Oster, Gisevius and Schacht urged Halder and Beck to stage an immediate coup against Hitler, but the army generals argued that they could mobilize support among the officer corps for such a step only if Hitler made overt moves towards war. Halder nevertheless asked Oster to draw up plans for a coup. It was eventually agreed that Halder would instigate the coup when Hitler committed an overt step towards war. Therefore, emissaries of the conspirators traveled to Great Britain with assistance of Oster's Abwehr to urge the British to stand firm against Hitler over the Sudeten crisis. On 28 September, however, Prime Minister Neville Chamberlain agreed to a meeting in Munich, at which he accepted the dismemberment of Czechoslovakia. Hitler's diplomatic triumph undermined and demoralized the conspirators. Halder would no longer support a coup. This was the nearest approach to a successful conspiracy against Hitler before the 20 July plot of 1944.

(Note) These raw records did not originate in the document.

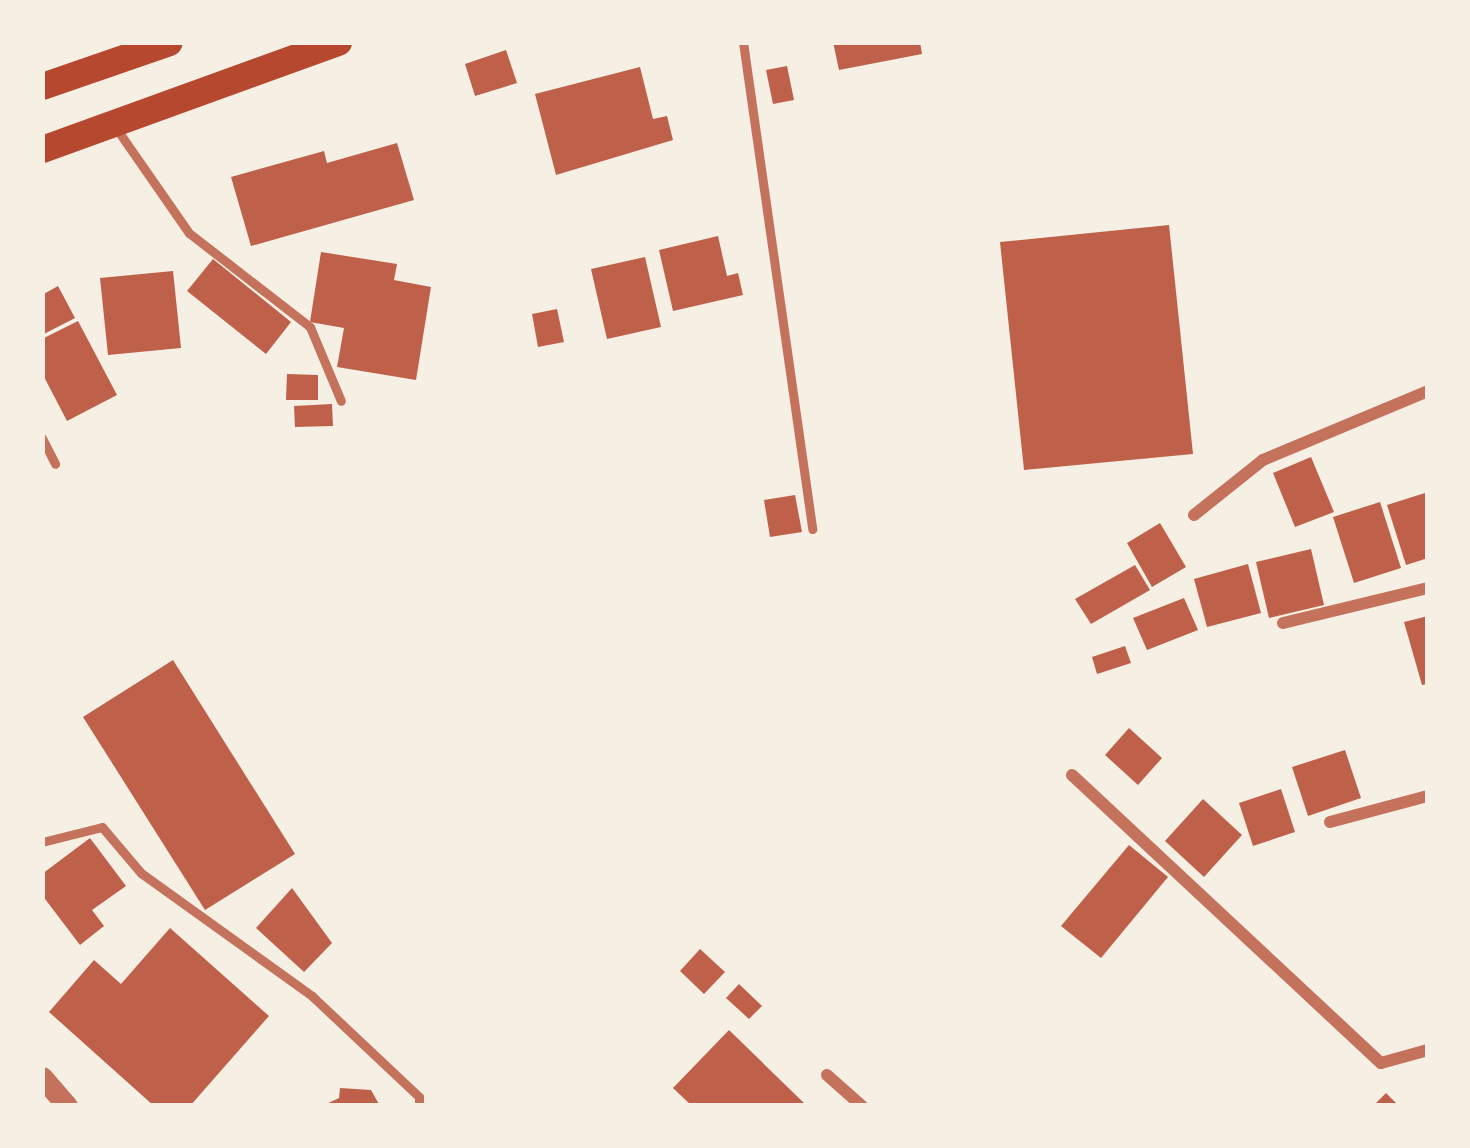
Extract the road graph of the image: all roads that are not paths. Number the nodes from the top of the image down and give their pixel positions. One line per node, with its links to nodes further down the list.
1 (169, 42): 4 (highway)
2 (338, 42): 5 (highway)
3 (743, 42): 12 (lane)
4 (42, 86)
5 (113, 124): 6 (highway); 8 (lane)
6 (42, 149)
7 (1428, 391): 11 (street)
8 (341, 401)
9 (42, 438): 10 (lane)
10 (55, 464)
11 (1194, 514)
12 (812, 529)
13 (1428, 588): 14 (street)
14 (1283, 623)
15 (1072, 775): 19 (street)
16 (1428, 796): 17 (street)
17 (1330, 822)
18 (42, 842): 23 (lane)
19 (1428, 1050)
20 (826, 1075): 24 (street)
21 (42, 1077): 22 (street)
22 (67, 1106)
23 (419, 1106)
24 (862, 1106)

As war again grew more likely in mid-1939, the efforts for a pre-emptive coup were revived. Oster was still in contact with Halder and Witzleben. But many officers, particularly those from Prussian landowning backgrounds, were strongly anti-Polish and saw a war to regain Danzig and other lost eastern territories as justified.

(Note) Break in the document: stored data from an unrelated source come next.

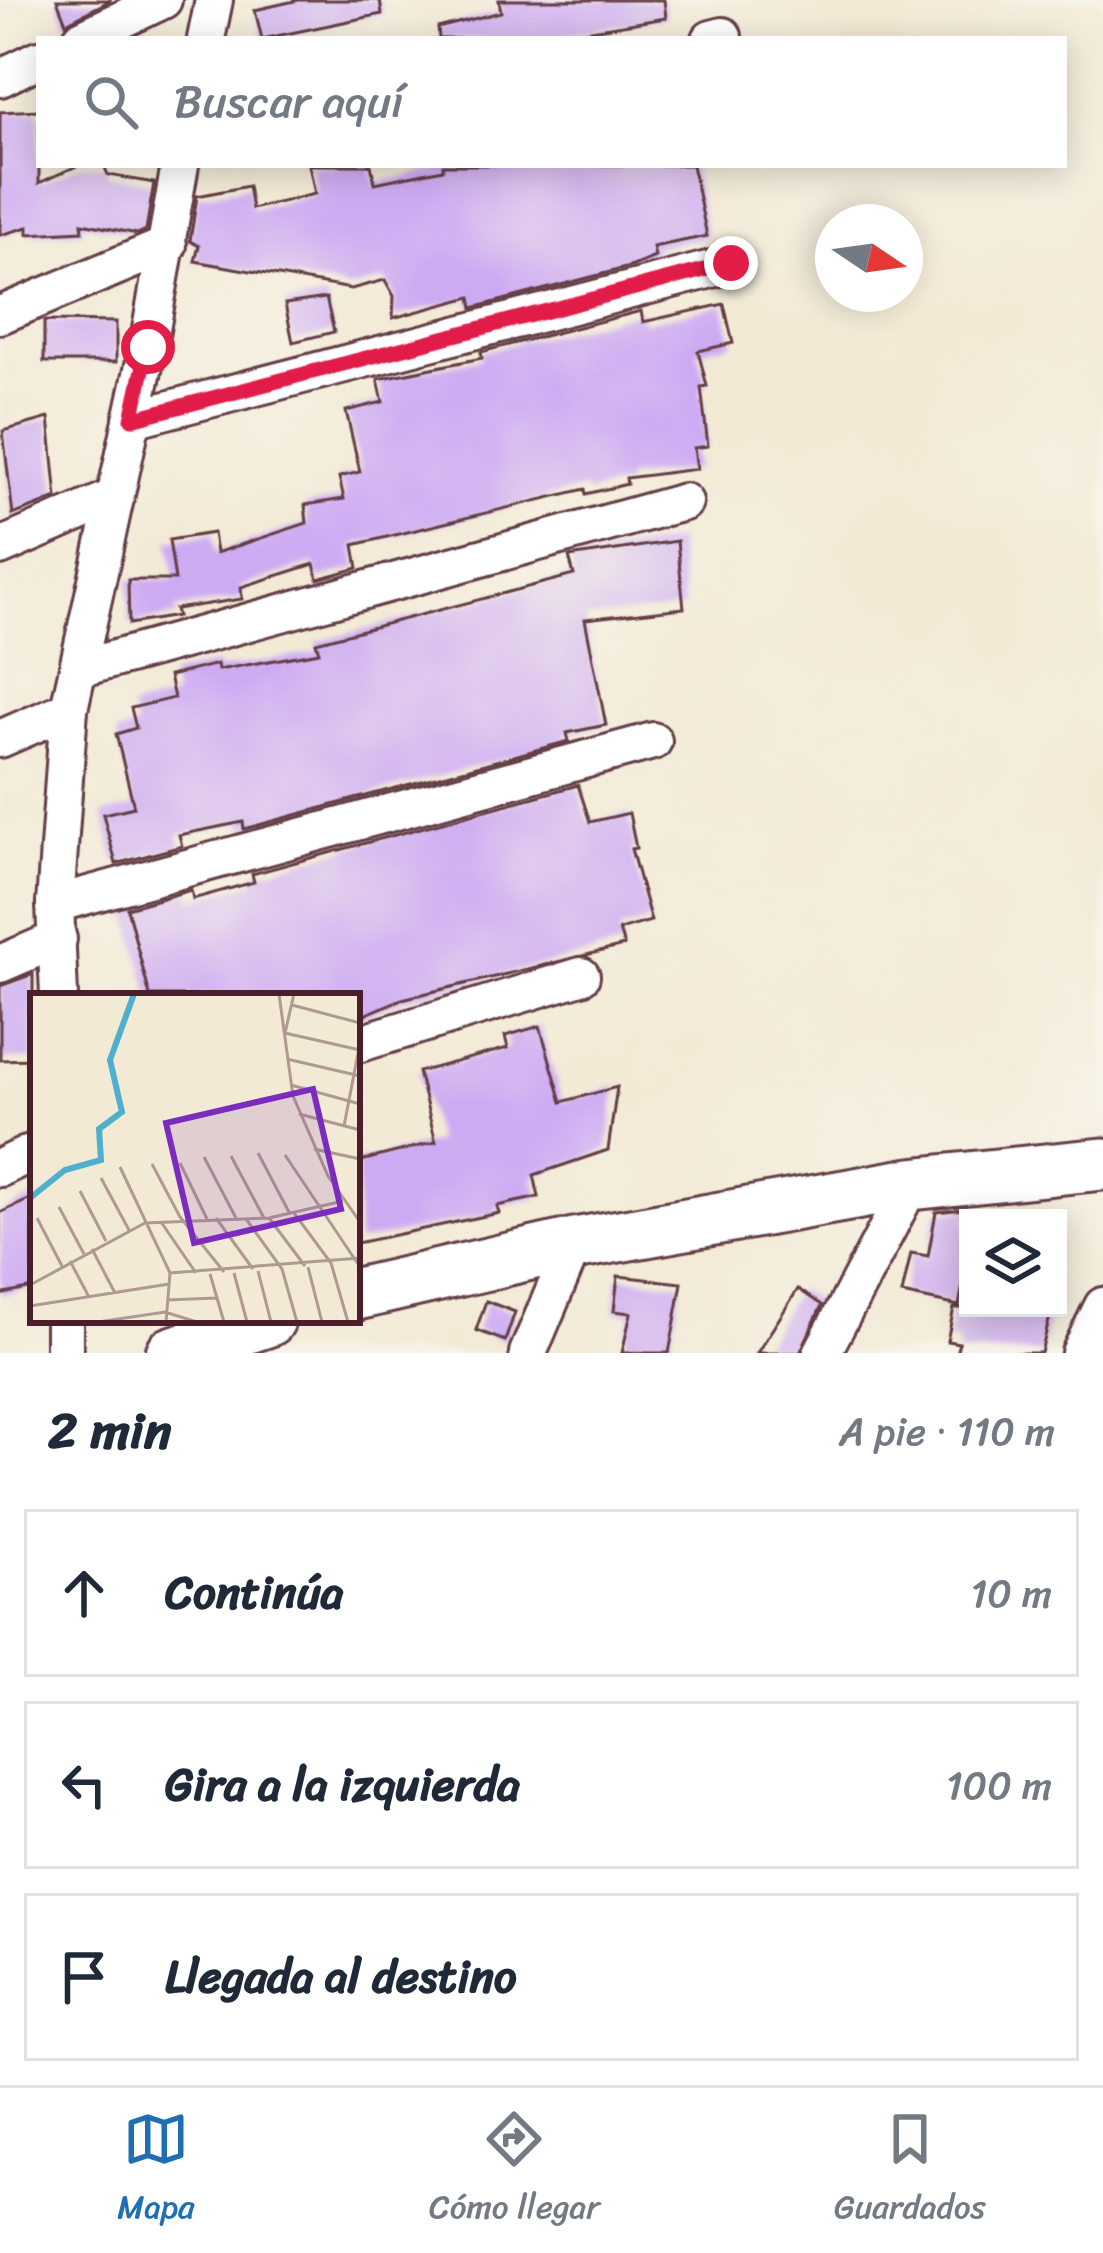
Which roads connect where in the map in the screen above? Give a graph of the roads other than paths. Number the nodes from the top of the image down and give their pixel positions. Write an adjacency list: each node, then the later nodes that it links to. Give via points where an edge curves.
1 (163, 0): 3 (street)
2 (214, 0): 4 (street)
3 (87, 36)
4 (207, 36)
5 (36, 60): 6 (street)
6 (0, 77)
7 (180, 168): 8 (street)
8 (167, 245): 10 (street); 11 (street)
9 (731, 263): 11 (street)
10 (0, 315)
11 (132, 419): 12 (street)
12 (115, 497): 14 (street); 15 (street)
13 (684, 502): 15 (street)
14 (0, 547)
15 (78, 669): 16 (street)
16 (69, 709): 17 (street); 19 (street)
17 (0, 739)
18 (653, 741): 19 (street)
19 (56, 921): 20 (street); 22 (street)
20 (0, 964)
21 (581, 976): 23 (street)
22 (59, 993)
23 (360, 1043)
24 (30, 1153): 26 (street)
25 (1103, 1164): 27 (street)
26 (0, 1168)
27 (911, 1184): 28 (street); 36 (street)
28 (574, 1244): 29 (street); 35 (street)
29 (360, 1293)
30 (1103, 1306): 37 (street)
31 (263, 1323): 33 (street)
32 (271, 1323): 34 (street)
33 (172, 1353)
34 (261, 1353)
35 (528, 1353)
36 (822, 1353)
37 (1080, 1353)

After the outbreak of World War II, resistance in the army became more problematic since it could lead to defeat of Germany. However, when Hitler decided to attack France soon after the Polish campaign in 1939, Halder along with other ranking generals thought it to be hopelessly unrealistic and again entertained the idea of a coup, urged by Oster and Canaris. However, when Hitler vowed to destroy the "spirit of Zossen" (Zossen was where headquarters of the Army High Command was located), by which he meant defeatism, Halder feared that their conspiracy was about to be discovered and destroyed all incriminating documents.